Identity. As I look back on my life prior to this experience, I am struck by how much fulfillment I have found in “being helpful.” I would be inclined to say, in fact, that that has been one of the foundations of my identity for much of my life. [Perhaps “being helpful” has been the more socially acceptable outward manifestation of my more secret and socially presumptuous(??) desire to “be a hero,” as I wrote about in an earlier post….?] I can see it in my desire to be a teacher, my 2-year stint as a missionary after college, my work with hospice, my decision to attend seminary, and my subsequent decision to seek ordination, not to mention how hard I’ve tried over the years to be helpful to my family, my friends, and, well, practically anyone who crossed my path! And if I may say so, I was pretty darn successful at being helpful. 🙂 And I loved it! Boy, did it feel good…. It feels good to be helpful! Whoever is helped is better off in some way, presumably, which is a good feeling, and oftentimes he/she/they are grateful for the help, which is also a good feeling. Not to mention, helping people is what Jesus did, right? Isn’t that part of what we are called to do as his followers–help those who are less fortunate? give a cup of water to those who are thirsty? ease one another’s burdens?…. Those were the kinds of things I was wanting, and trying, to do. For many, many years. I wanted to be helpful. It feels good. It does good. It’s good stuff. And for a long time, it was a big, big part of how I saw myself and understood my place in the world. It’s clear to me that being helpful was a foundational piece of my identity.

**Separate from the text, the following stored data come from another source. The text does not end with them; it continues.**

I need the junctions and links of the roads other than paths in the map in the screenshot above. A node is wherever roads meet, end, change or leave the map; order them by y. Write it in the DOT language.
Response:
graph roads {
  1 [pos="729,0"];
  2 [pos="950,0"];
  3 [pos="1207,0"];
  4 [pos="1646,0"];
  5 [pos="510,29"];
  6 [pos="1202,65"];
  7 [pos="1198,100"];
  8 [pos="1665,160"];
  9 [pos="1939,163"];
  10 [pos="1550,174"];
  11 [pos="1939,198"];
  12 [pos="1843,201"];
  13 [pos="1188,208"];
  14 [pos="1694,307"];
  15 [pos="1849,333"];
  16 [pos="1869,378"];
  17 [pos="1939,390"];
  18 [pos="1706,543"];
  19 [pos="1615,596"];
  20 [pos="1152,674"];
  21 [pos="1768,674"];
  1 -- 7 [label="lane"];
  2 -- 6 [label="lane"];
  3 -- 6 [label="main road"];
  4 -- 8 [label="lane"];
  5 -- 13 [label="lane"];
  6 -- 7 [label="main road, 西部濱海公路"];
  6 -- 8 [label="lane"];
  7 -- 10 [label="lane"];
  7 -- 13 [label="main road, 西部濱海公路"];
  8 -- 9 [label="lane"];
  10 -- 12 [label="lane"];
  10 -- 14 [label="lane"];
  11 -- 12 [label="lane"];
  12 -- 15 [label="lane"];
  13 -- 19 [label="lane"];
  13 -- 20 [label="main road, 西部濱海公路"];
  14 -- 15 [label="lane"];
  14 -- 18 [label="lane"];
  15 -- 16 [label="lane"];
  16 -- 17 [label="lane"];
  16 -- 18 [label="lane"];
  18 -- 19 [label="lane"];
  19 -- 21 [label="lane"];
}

…Until now. Until this experience with fatigue. Until I became no longer physically able to be helpful! It was worse in the beginning, when I could hardly get out of bed, of course, and even when I “progressed” from spending the day in bed to spending it on the couch. Clearly, in those first few weeks, I could barely take care of myself, let alone be helpful to anyone else! Instead, in a grand turning of the tables by the Universe, everyone was being helpful to me! I was the one being helped, I was the one who was “better off” because of someone’s help, I was the one who was so, so grateful….
And I gratefully accepted the help. I even was so bold as to ask for help when needed! But I kept assuming that this was a short-term thing, that soon enough I would be back to being my helpful self, able to help others rather than needing to be helped. I could accept the fact that I was giving other people a chance to “be helpful,” for a little while….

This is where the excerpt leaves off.